> **Work required**: For each record that follows, restate the text exactly and drop the pictures.

━━ Dataset excerpts

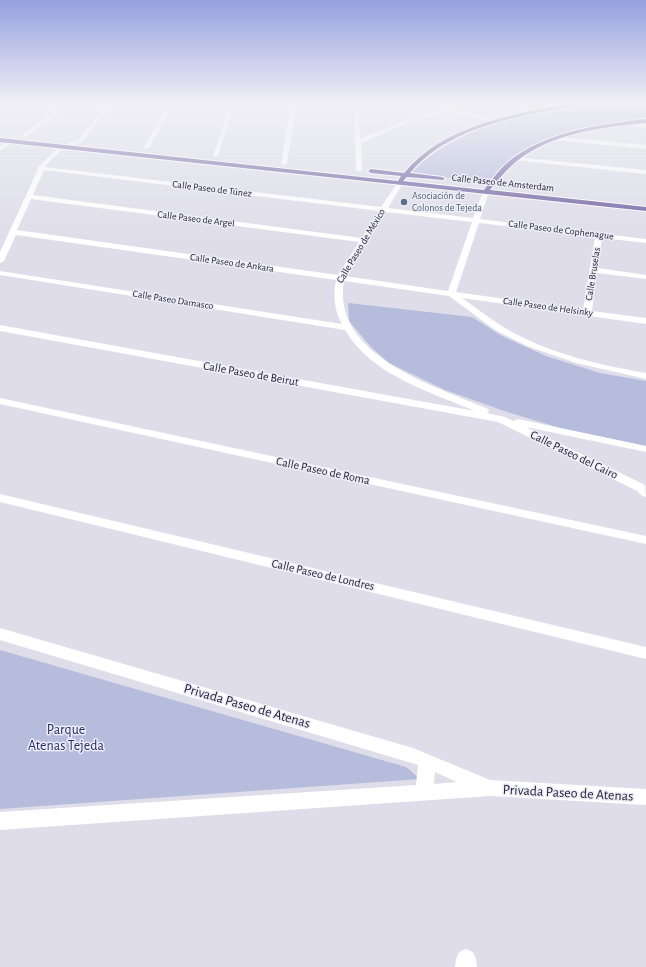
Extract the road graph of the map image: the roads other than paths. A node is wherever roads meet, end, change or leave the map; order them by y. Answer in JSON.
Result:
{"nodes":[{"id":1,"x":61,"y":148,"type":"edge"},
{"id":2,"x":73,"y":148,"type":"edge"},
{"id":3,"x":146,"y":148,"type":"edge"},
{"id":4,"x":217,"y":148,"type":"edge"},
{"id":5,"x":287,"y":148,"type":"edge"},
{"id":6,"x":359,"y":148,"type":"edge"},
{"id":7,"x":433,"y":148,"type":"edge"},
{"id":8,"x":535,"y":148,"type":"edge"},
{"id":9,"x":153,"y":149,"type":"dead end"},
{"id":10,"x":207,"y":155,"type":"dead end"},
{"id":11,"x":214,"y":156,"type":"junction"},
{"id":12,"x":222,"y":157,"type":"dead end"},
{"id":13,"x":516,"y":159,"type":"junction"},
{"id":14,"x":276,"y":162,"type":"dead end"},
{"id":15,"x":284,"y":163,"type":"junction"},
{"id":16,"x":291,"y":163,"type":"dead end"},
{"id":17,"x":40,"y":168,"type":"junction"},
{"id":18,"x":352,"y":170,"type":"dead end"},
{"id":19,"x":359,"y":170,"type":"junction"},
{"id":20,"x":646,"y":172,"type":"edge"},
{"id":21,"x":405,"y":175,"type":"junction"},
{"id":22,"x":447,"y":179,"type":"dead end"},
{"id":23,"x":400,"y":183,"type":"junction"},
{"id":24,"x":484,"y":183,"type":"dead end"},
{"id":25,"x":492,"y":184,"type":"junction"},
{"id":26,"x":499,"y":185,"type":"dead end"},
{"id":27,"x":486,"y":192,"type":"junction"},
{"id":28,"x":28,"y":197,"type":"junction"},
{"id":29,"x":383,"y":209,"type":"junction"},
{"id":30,"x":646,"y":209,"type":"edge"},
{"id":31,"x":476,"y":220,"type":"junction"},
{"id":32,"x":13,"y":232,"type":"junction"},
{"id":33,"x":599,"y":235,"type":"junction"},
{"id":34,"x":364,"y":240,"type":"junction"},
{"id":35,"x":646,"y":240,"type":"edge"},
{"id":36,"x":0,"y":261,"type":"edge"},
{"id":37,"x":594,"y":270,"type":"junction"},
{"id":38,"x":0,"y":273,"type":"edge"},
{"id":39,"x":646,"y":277,"type":"edge"},
{"id":40,"x":340,"y":278,"type":"junction"},
{"id":41,"x":451,"y":293,"type":"junction"},
{"id":42,"x":587,"y":312,"type":"junction"},
{"id":43,"x":646,"y":321,"type":"edge"},
{"id":44,"x":346,"y":327,"type":"junction"},
{"id":45,"x":0,"y":328,"type":"edge"},
{"id":46,"x":646,"y":376,"type":"edge"},
{"id":47,"x":0,"y":402,"type":"edge"},
{"id":48,"x":501,"y":419,"type":"junction"},
{"id":49,"x":646,"y":449,"type":"edge"},
{"id":50,"x":646,"y":493,"type":"edge"},
{"id":51,"x":0,"y":498,"type":"edge"},
{"id":52,"x":646,"y":540,"type":"edge"},
{"id":53,"x":0,"y":634,"type":"edge"},
{"id":54,"x":646,"y":653,"type":"edge"},
{"id":55,"x":427,"y":761,"type":"junction"},
{"id":56,"x":490,"y":788,"type":"junction"},
{"id":57,"x":424,"y":793,"type":"junction"},
{"id":58,"x":646,"y":797,"type":"edge"},
{"id":59,"x":0,"y":821,"type":"edge"}],
"edges":[{"from":1,"to":17,"type":"street"},
{"from":2,"to":23,"type":"main road","name":"Calle Paseo de Amsterdam"},
{"from":3,"to":9,"type":"main road"},
{"from":4,"to":11,"type":"street"},
{"from":5,"to":15,"type":"street"},
{"from":6,"to":19,"type":"street"},
{"from":7,"to":21,"type":"main road","name":"Calle Paseo de México"},
{"from":8,"to":13,"type":"main road"},
{"from":10,"to":11,"type":"main road"},
{"from":11,"to":12,"type":"main road"},
{"from":13,"to":20,"type":"street"},
{"from":13,"to":25,"type":"main road"},
{"from":14,"to":15,"type":"main road"},
{"from":15,"to":16,"type":"main road"},
{"from":17,"to":28,"type":"street"},
{"from":17,"to":29,"type":"street","name":"Calle Paseo de Túnez"},
{"from":18,"to":19,"type":"main road","name":"Calle Paseo de Amsterdam"},
{"from":19,"to":21,"type":"main road","name":"Calle Paseo de Amsterdam"},
{"from":21,"to":22,"type":"main road","name":"Calle Paseo de Amsterdam"},
{"from":21,"to":23,"type":"main road","name":"Calle Paseo de México"},
{"from":23,"to":27,"type":"main road","name":"Calle Paseo de Amsterdam"},
{"from":23,"to":29,"type":"street","name":"Calle Paseo de México"},
{"from":24,"to":25,"type":"main road","name":"Calle Paseo de Amsterdam"},
{"from":25,"to":26,"type":"main road","name":"Calle Paseo de Amsterdam"},
{"from":25,"to":27,"type":"main road"},
{"from":27,"to":30,"type":"main road","name":"Calle Paseo de Amsterdam"},
{"from":27,"to":31,"type":"street"},
{"from":28,"to":32,"type":"street"},
{"from":28,"to":34,"type":"street","name":"Calle Paseo de Argel"},
{"from":29,"to":31,"type":"street","name":"Calle Paseo de Túnez"},
{"from":29,"to":34,"type":"street","name":"Calle Paseo de México"},
{"from":31,"to":33,"type":"street","name":"Calle Paseo de Cophenague"},
{"from":31,"to":41,"type":"street"},
{"from":32,"to":36,"type":"street"},
{"from":32,"to":40,"type":"street","name":"Calle Paseo de Ankara"},
{"from":33,"to":35,"type":"street","name":"Calle Paseo de Cophenague"},
{"from":33,"to":37,"type":"street","name":"Calle Bruselas"},
{"from":34,"to":40,"type":"street","name":"Calle Paseo de México"},
{"from":37,"to":39,"type":"street"},
{"from":37,"to":42,"type":"street","name":"Calle Bruselas"},
{"from":38,"to":44,"type":"street","name":"Calle Paseo Damasco"},
{"from":40,"to":41,"type":"street","name":"Calle Paseo de Ankara"},
{"from":40,"to":44,"type":"street","name":"Calle Paseo de México"},
{"from":41,"to":42,"type":"street","name":"Calle Paseo de Helsinky"},
{"from":41,"to":46,"type":"street"},
{"from":42,"to":43,"type":"street","name":"Calle Paseo de Helsinky"},
{"from":44,"to":48,"type":"street","name":"Calle Paseo de México"},
{"from":45,"to":48,"type":"street","name":"Calle Paseo de Beirut"},
{"from":47,"to":52,"type":"street","name":"Calle Paseo de Roma"},
{"from":48,"to":49,"type":"street","name":"Calle Paseo de México"},
{"from":48,"to":50,"type":"street","name":"Calle Paseo del Cairo"},
{"from":51,"to":54,"type":"street","name":"Calle Paseo de Londres"},
{"from":53,"to":55,"type":"street","name":"Privada Paseo de Atenas"},
{"from":55,"to":56,"type":"street","name":"Privada Paseo de Atenas"},
{"from":55,"to":57,"type":"street"},
{"from":56,"to":57,"type":"street","name":"Privada Paseo de Atenas"},
{"from":56,"to":58,"type":"street","name":"Privada Paseo de Atenas"},
{"from":57,"to":59,"type":"street","name":"Privada Paseo de Atenas"}]}
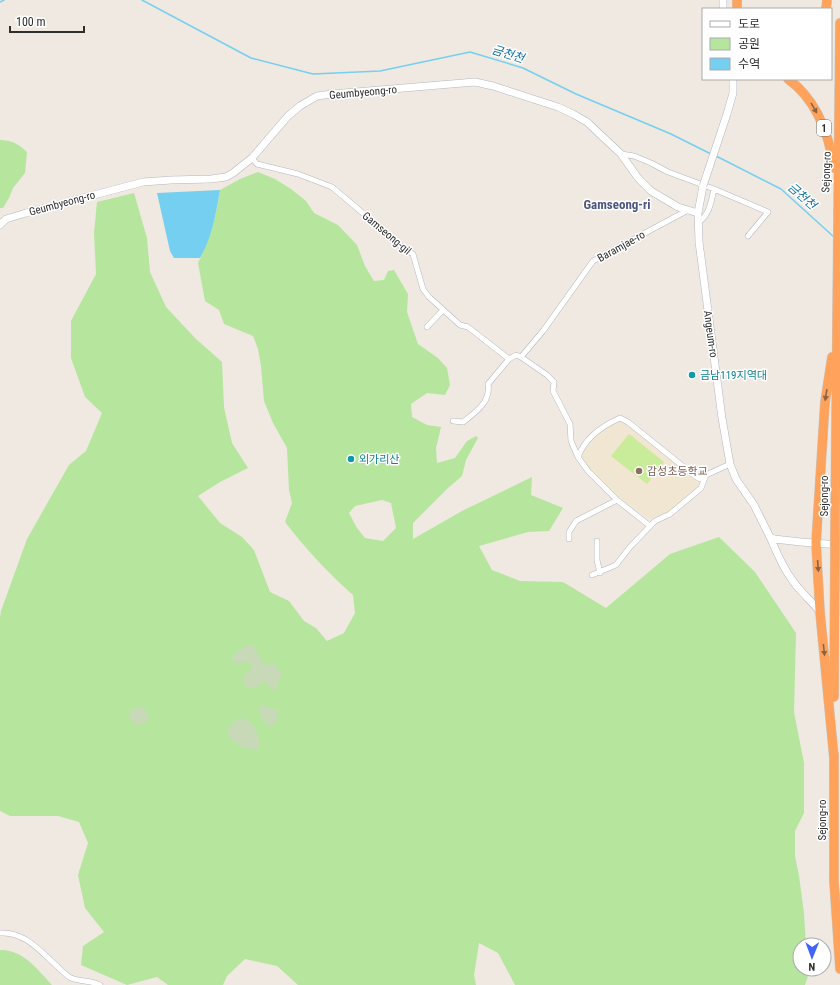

━━━━

> **Response**:
Extract the road graph of the map image: the roads other than paths. A node is wherever roads meet, end, change or leave the map; order them by y. Answer in JSON.
Result:
{"nodes":[{"id":1,"x":61,"y":148,"type":"edge"},
{"id":2,"x":73,"y":148,"type":"edge"},
{"id":3,"x":146,"y":148,"type":"edge"},
{"id":4,"x":217,"y":148,"type":"edge"},
{"id":5,"x":287,"y":148,"type":"edge"},
{"id":6,"x":359,"y":148,"type":"edge"},
{"id":7,"x":433,"y":148,"type":"edge"},
{"id":8,"x":535,"y":148,"type":"edge"},
{"id":9,"x":153,"y":149,"type":"dead end"},
{"id":10,"x":207,"y":155,"type":"dead end"},
{"id":11,"x":214,"y":156,"type":"junction"},
{"id":12,"x":222,"y":157,"type":"dead end"},
{"id":13,"x":516,"y":159,"type":"junction"},
{"id":14,"x":276,"y":162,"type":"dead end"},
{"id":15,"x":284,"y":163,"type":"junction"},
{"id":16,"x":291,"y":163,"type":"dead end"},
{"id":17,"x":40,"y":168,"type":"junction"},
{"id":18,"x":352,"y":170,"type":"dead end"},
{"id":19,"x":359,"y":170,"type":"junction"},
{"id":20,"x":646,"y":172,"type":"edge"},
{"id":21,"x":405,"y":175,"type":"junction"},
{"id":22,"x":447,"y":179,"type":"dead end"},
{"id":23,"x":400,"y":183,"type":"junction"},
{"id":24,"x":484,"y":183,"type":"dead end"},
{"id":25,"x":492,"y":184,"type":"junction"},
{"id":26,"x":499,"y":185,"type":"dead end"},
{"id":27,"x":486,"y":192,"type":"junction"},
{"id":28,"x":28,"y":197,"type":"junction"},
{"id":29,"x":383,"y":209,"type":"junction"},
{"id":30,"x":646,"y":209,"type":"edge"},
{"id":31,"x":476,"y":220,"type":"junction"},
{"id":32,"x":13,"y":232,"type":"junction"},
{"id":33,"x":599,"y":235,"type":"junction"},
{"id":34,"x":364,"y":240,"type":"junction"},
{"id":35,"x":646,"y":240,"type":"edge"},
{"id":36,"x":0,"y":261,"type":"edge"},
{"id":37,"x":594,"y":270,"type":"junction"},
{"id":38,"x":0,"y":273,"type":"edge"},
{"id":39,"x":646,"y":277,"type":"edge"},
{"id":40,"x":340,"y":278,"type":"junction"},
{"id":41,"x":451,"y":293,"type":"junction"},
{"id":42,"x":587,"y":312,"type":"junction"},
{"id":43,"x":646,"y":321,"type":"edge"},
{"id":44,"x":346,"y":327,"type":"junction"},
{"id":45,"x":0,"y":328,"type":"edge"},
{"id":46,"x":646,"y":376,"type":"edge"},
{"id":47,"x":0,"y":402,"type":"edge"},
{"id":48,"x":501,"y":419,"type":"junction"},
{"id":49,"x":646,"y":449,"type":"edge"},
{"id":50,"x":646,"y":493,"type":"edge"},
{"id":51,"x":0,"y":498,"type":"edge"},
{"id":52,"x":646,"y":540,"type":"edge"},
{"id":53,"x":0,"y":634,"type":"edge"},
{"id":54,"x":646,"y":653,"type":"edge"},
{"id":55,"x":427,"y":761,"type":"junction"},
{"id":56,"x":490,"y":788,"type":"junction"},
{"id":57,"x":424,"y":793,"type":"junction"},
{"id":58,"x":646,"y":797,"type":"edge"},
{"id":59,"x":0,"y":821,"type":"edge"}],
"edges":[{"from":1,"to":17,"type":"street"},
{"from":2,"to":23,"type":"main road","name":"Calle Paseo de Amsterdam"},
{"from":3,"to":9,"type":"main road"},
{"from":4,"to":11,"type":"street"},
{"from":5,"to":15,"type":"street"},
{"from":6,"to":19,"type":"street"},
{"from":7,"to":21,"type":"main road","name":"Calle Paseo de México"},
{"from":8,"to":13,"type":"main road"},
{"from":10,"to":11,"type":"main road"},
{"from":11,"to":12,"type":"main road"},
{"from":13,"to":20,"type":"street"},
{"from":13,"to":25,"type":"main road"},
{"from":14,"to":15,"type":"main road"},
{"from":15,"to":16,"type":"main road"},
{"from":17,"to":28,"type":"street"},
{"from":17,"to":29,"type":"street","name":"Calle Paseo de Túnez"},
{"from":18,"to":19,"type":"main road","name":"Calle Paseo de Amsterdam"},
{"from":19,"to":21,"type":"main road","name":"Calle Paseo de Amsterdam"},
{"from":21,"to":22,"type":"main road","name":"Calle Paseo de Amsterdam"},
{"from":21,"to":23,"type":"main road","name":"Calle Paseo de México"},
{"from":23,"to":27,"type":"main road","name":"Calle Paseo de Amsterdam"},
{"from":23,"to":29,"type":"street","name":"Calle Paseo de México"},
{"from":24,"to":25,"type":"main road","name":"Calle Paseo de Amsterdam"},
{"from":25,"to":26,"type":"main road","name":"Calle Paseo de Amsterdam"},
{"from":25,"to":27,"type":"main road"},
{"from":27,"to":30,"type":"main road","name":"Calle Paseo de Amsterdam"},
{"from":27,"to":31,"type":"street"},
{"from":28,"to":32,"type":"street"},
{"from":28,"to":34,"type":"street","name":"Calle Paseo de Argel"},
{"from":29,"to":31,"type":"street","name":"Calle Paseo de Túnez"},
{"from":29,"to":34,"type":"street","name":"Calle Paseo de México"},
{"from":31,"to":33,"type":"street","name":"Calle Paseo de Cophenague"},
{"from":31,"to":41,"type":"street"},
{"from":32,"to":36,"type":"street"},
{"from":32,"to":40,"type":"street","name":"Calle Paseo de Ankara"},
{"from":33,"to":35,"type":"street","name":"Calle Paseo de Cophenague"},
{"from":33,"to":37,"type":"street","name":"Calle Bruselas"},
{"from":34,"to":40,"type":"street","name":"Calle Paseo de México"},
{"from":37,"to":39,"type":"street"},
{"from":37,"to":42,"type":"street","name":"Calle Bruselas"},
{"from":38,"to":44,"type":"street","name":"Calle Paseo Damasco"},
{"from":40,"to":41,"type":"street","name":"Calle Paseo de Ankara"},
{"from":40,"to":44,"type":"street","name":"Calle Paseo de México"},
{"from":41,"to":42,"type":"street","name":"Calle Paseo de Helsinky"},
{"from":41,"to":46,"type":"street"},
{"from":42,"to":43,"type":"street","name":"Calle Paseo de Helsinky"},
{"from":44,"to":48,"type":"street","name":"Calle Paseo de México"},
{"from":45,"to":48,"type":"street","name":"Calle Paseo de Beirut"},
{"from":47,"to":52,"type":"street","name":"Calle Paseo de Roma"},
{"from":48,"to":49,"type":"street","name":"Calle Paseo de México"},
{"from":48,"to":50,"type":"street","name":"Calle Paseo del Cairo"},
{"from":51,"to":54,"type":"street","name":"Calle Paseo de Londres"},
{"from":53,"to":55,"type":"street","name":"Privada Paseo de Atenas"},
{"from":55,"to":56,"type":"street","name":"Privada Paseo de Atenas"},
{"from":55,"to":57,"type":"street"},
{"from":56,"to":57,"type":"street","name":"Privada Paseo de Atenas"},
{"from":56,"to":58,"type":"street","name":"Privada Paseo de Atenas"},
{"from":57,"to":59,"type":"street","name":"Privada Paseo de Atenas"}]}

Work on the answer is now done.